Marcos Müller
Marcos Müller

Incógnitas na política e recuperação da economia

Não há nenhuma clareza de como se dará a reforma da política, mas a economia dá sinais de melhora

Celso Ming, O Estado de S.Paulo

19 Abril 2017 | 21h00

Antes que o conteúdo das delações da Odebrecht tivesse sido divulgado, todas as expressões que indicam calamidade foram empregadas. Foram as denúncias do fim do mundo, previsões de furacão iminente, tempestade perfeita, tsunami, terremoto, incêndio na floresta e tudo o mais.

As revelações vieram com toda força, abalaram reputações, mas as instituições estão intactas, as cotações do dólar não dispararam, a Bolsa não derreteu. E cada vez mais os adjetivos catastrofistas estão sendo substituídos pela nova percepção de que a Operação Lava Jato e o que vem em seguida são a grande oportunidade de passar o Brasil a limpo. Afinal, que países se dispuseram a enfrentar a divulgação e o ajuste de contas de suas próprias mazelas? Que nome dar a isso se não for o de uma passagem para a idade adulta? Há quem ainda aposte em que nada disso terá consequência e em que o Brasil logo esquecerá o que agora sabe... e será o irresponsável de sempre?

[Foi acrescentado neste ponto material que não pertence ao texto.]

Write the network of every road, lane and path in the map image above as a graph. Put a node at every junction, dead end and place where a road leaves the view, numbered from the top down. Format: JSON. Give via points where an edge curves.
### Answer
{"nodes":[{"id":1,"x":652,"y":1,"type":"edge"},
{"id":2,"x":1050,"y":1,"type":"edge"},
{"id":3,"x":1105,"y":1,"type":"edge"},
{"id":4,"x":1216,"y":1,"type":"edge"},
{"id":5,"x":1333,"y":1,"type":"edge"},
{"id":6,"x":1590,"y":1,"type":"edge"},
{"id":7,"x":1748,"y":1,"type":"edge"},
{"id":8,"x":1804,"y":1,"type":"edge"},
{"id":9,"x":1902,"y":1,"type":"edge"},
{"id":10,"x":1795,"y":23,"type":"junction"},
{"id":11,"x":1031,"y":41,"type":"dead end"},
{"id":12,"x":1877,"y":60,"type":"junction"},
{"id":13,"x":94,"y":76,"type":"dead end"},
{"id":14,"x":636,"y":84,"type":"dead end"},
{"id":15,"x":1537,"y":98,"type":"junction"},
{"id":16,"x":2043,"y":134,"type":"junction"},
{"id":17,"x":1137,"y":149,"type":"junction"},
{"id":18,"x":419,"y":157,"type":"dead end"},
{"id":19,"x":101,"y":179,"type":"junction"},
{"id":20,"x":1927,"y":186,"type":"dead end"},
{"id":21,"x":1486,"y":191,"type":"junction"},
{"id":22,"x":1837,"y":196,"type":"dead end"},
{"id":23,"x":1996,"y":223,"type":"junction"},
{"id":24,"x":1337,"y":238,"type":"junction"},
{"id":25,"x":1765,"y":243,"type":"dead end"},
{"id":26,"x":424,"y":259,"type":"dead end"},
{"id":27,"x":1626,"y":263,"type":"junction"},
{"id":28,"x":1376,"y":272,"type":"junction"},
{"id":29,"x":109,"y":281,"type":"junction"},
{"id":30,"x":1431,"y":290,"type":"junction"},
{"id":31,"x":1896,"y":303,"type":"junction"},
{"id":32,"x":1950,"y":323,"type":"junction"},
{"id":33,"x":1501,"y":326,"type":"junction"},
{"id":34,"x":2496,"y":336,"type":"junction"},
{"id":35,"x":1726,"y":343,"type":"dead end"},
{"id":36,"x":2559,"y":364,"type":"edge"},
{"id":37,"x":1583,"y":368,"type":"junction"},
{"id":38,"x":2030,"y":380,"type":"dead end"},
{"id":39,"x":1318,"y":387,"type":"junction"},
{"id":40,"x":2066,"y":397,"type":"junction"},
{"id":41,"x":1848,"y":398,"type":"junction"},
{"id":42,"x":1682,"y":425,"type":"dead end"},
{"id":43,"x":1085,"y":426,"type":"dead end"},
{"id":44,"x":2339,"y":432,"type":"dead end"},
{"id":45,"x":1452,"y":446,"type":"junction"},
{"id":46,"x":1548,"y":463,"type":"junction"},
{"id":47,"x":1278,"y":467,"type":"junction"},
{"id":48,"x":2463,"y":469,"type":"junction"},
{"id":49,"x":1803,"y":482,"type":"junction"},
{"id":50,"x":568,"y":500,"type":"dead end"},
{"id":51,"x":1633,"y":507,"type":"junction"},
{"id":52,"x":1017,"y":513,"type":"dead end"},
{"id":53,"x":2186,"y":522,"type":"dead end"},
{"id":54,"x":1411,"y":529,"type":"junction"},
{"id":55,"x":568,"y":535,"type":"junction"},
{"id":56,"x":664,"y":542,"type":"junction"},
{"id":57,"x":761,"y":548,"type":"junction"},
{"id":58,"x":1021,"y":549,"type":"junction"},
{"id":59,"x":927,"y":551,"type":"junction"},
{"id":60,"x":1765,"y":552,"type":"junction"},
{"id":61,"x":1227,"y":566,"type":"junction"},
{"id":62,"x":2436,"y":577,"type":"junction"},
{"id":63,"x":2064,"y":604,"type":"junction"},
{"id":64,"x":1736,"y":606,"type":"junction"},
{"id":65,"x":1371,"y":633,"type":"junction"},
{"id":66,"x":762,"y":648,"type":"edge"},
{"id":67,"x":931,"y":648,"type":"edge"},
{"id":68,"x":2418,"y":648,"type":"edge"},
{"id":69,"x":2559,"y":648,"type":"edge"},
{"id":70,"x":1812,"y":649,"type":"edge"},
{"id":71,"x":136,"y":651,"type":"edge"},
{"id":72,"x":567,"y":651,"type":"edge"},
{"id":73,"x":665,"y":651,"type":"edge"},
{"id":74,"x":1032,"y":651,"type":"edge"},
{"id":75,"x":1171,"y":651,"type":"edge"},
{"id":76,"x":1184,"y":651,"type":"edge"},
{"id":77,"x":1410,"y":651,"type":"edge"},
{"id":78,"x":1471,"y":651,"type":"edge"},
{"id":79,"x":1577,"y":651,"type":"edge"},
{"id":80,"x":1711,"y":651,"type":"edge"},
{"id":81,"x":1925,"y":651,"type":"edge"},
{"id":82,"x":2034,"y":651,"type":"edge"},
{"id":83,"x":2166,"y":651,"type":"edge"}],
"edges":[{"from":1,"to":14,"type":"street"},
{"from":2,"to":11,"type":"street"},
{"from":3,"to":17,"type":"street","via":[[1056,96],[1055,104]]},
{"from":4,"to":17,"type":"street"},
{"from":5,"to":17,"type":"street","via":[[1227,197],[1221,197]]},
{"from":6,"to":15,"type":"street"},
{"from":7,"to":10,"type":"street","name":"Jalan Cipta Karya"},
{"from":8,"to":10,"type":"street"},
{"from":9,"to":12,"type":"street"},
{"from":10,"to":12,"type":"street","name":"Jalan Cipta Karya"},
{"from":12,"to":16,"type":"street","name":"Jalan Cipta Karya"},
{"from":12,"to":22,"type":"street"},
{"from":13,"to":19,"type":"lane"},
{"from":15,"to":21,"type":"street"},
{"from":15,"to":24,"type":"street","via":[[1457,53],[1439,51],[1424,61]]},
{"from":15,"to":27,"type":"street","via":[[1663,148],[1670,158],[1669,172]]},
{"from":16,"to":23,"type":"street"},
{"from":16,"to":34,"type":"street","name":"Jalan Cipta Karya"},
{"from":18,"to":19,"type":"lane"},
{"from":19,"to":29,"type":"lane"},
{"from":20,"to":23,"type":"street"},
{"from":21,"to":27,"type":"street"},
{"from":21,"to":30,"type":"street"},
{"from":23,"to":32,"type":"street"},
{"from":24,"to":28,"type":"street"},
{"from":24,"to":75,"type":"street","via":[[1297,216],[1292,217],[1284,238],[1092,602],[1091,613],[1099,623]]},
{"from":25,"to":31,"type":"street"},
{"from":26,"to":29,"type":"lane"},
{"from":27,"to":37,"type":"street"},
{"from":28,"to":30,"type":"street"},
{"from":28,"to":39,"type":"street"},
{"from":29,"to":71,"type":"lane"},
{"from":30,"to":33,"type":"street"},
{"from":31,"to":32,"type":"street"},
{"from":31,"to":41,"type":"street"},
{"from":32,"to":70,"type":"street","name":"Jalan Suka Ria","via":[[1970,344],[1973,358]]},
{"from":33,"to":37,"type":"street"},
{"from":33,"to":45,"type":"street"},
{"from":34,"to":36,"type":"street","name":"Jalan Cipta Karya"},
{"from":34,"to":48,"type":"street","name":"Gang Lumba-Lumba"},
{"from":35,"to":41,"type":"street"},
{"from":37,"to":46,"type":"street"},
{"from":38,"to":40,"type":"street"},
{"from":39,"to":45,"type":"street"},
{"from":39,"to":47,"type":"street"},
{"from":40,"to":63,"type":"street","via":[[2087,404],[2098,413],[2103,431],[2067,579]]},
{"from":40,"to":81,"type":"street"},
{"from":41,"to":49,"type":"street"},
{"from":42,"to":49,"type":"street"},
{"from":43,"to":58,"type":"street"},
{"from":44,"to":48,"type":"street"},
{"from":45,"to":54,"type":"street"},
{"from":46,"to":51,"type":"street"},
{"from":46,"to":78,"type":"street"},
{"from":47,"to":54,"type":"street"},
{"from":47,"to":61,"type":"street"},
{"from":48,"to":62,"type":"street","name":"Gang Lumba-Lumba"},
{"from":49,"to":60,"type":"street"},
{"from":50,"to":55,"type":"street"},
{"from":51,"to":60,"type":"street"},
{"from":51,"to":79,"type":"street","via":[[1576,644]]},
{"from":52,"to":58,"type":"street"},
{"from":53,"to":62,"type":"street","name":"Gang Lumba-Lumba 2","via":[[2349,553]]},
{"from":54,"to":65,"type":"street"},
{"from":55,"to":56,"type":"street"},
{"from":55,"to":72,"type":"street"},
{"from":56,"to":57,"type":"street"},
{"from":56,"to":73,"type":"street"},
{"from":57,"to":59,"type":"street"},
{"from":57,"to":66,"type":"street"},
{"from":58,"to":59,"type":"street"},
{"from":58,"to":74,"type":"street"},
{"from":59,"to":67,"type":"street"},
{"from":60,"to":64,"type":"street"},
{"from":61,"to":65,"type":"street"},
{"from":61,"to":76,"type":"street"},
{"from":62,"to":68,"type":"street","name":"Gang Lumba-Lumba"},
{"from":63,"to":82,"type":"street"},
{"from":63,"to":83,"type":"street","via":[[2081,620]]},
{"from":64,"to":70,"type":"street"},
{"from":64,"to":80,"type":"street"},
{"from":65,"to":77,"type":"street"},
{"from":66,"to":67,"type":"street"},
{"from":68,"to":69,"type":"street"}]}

Os riscos ainda são enormes, ninguém sabe se, além do julgamento dos réus, virão as mudanças que impedirão repetição desse passado.

Mais que tudo, não há nenhuma clareza de como se dará a mãe de todas as reformas, a da política. Ninguém tem ideia de como serão encaminhadas as eleições do ano que vem. Será ano de Copa do Mundo e até meados de agosto não terá outro assunto que não seja futebol – mais uma limitação para nomes novos que queiram se apresentar para o eleitor e se viabilizar nas urnas. E as reformas, sem as quais não se chegará a porto seguro, não estão nem um pouco asseguradas.

O que se pode dizer é que, por força do princípio conhecido de que não há vácuo em política, alguém haverá de aparecer para liderar o País. 

Também se pode dizer que se multiplicam os sinais de que a economia começa a se recuperar da maior recessão de sua história. Não é apenas o comportamento do Índice da Atividade Econômica (IBC-Br) medido pelo Banco Central que apontou expressivo avanço em fevereiro. O despejo de R$ 35 bilhões das contas inativas do FGTS vem contribuindo significativamente para a redução do endividamento das famílias, já que cerca de 90% dos recursos estão sendo usados para pagamento de dívidas. Se aumenta a capacidade de tomada de crédito, também deve melhorar o consumo. 

A arrecadação começa a sair do fundo do poço, a inflação vai mergulhando para os 4% ao ano, os juros básicos vão atrás: já estiveram a 14,25% ao ano, hoje estão a 11,25% e ao final do ano deverão fechar nos 8,50% ao ano. É um fator que, além de reduzir os custos da atividade econômica, deverá reduzir o próprio endividamento do Tesouro. As contas externas vêm tendo excelente comportamento, o risco Brasil, que estava nos 500 pontos no início de 2016, agora foi para os 220 pontos. Não há crise cambial, como tantas vezes aconteceu nas crises dos anos 80. As exportações já crescem em 2017 a 24,4% em relação ao mesmo período do ano passado, o setor do agronegócio vai bombando, com crescimento previsto de 25% neste ano. Os leilões de concessão estão sendo retomados. Ainda não dá para dizer que o emprego, último setor a se recuperar nas crises, já esteja em reversão. Mas já há alguns sinais disso, especialmente o do aumento das contratações pela indústria.

O resto é esperar para ver.

CONFIRA:

No gráfico, a trajetória do dólar na crise de 2017. Na acumulada do ano, queda de 3,26%. 

Sete o quê?

O BNDES, mesmo ao longo da direção de Luciano Coutinho, durante o governo Dilma, recusou-se a financiar, por serem economicamente inviáveis, todos os projetos da Sete Brasil, a empresa encarregada da construção de 28 sondas para a Petrobrás. Pergunta que não quer calar: nessas condições, como cumprir as exigências de conteúdo local?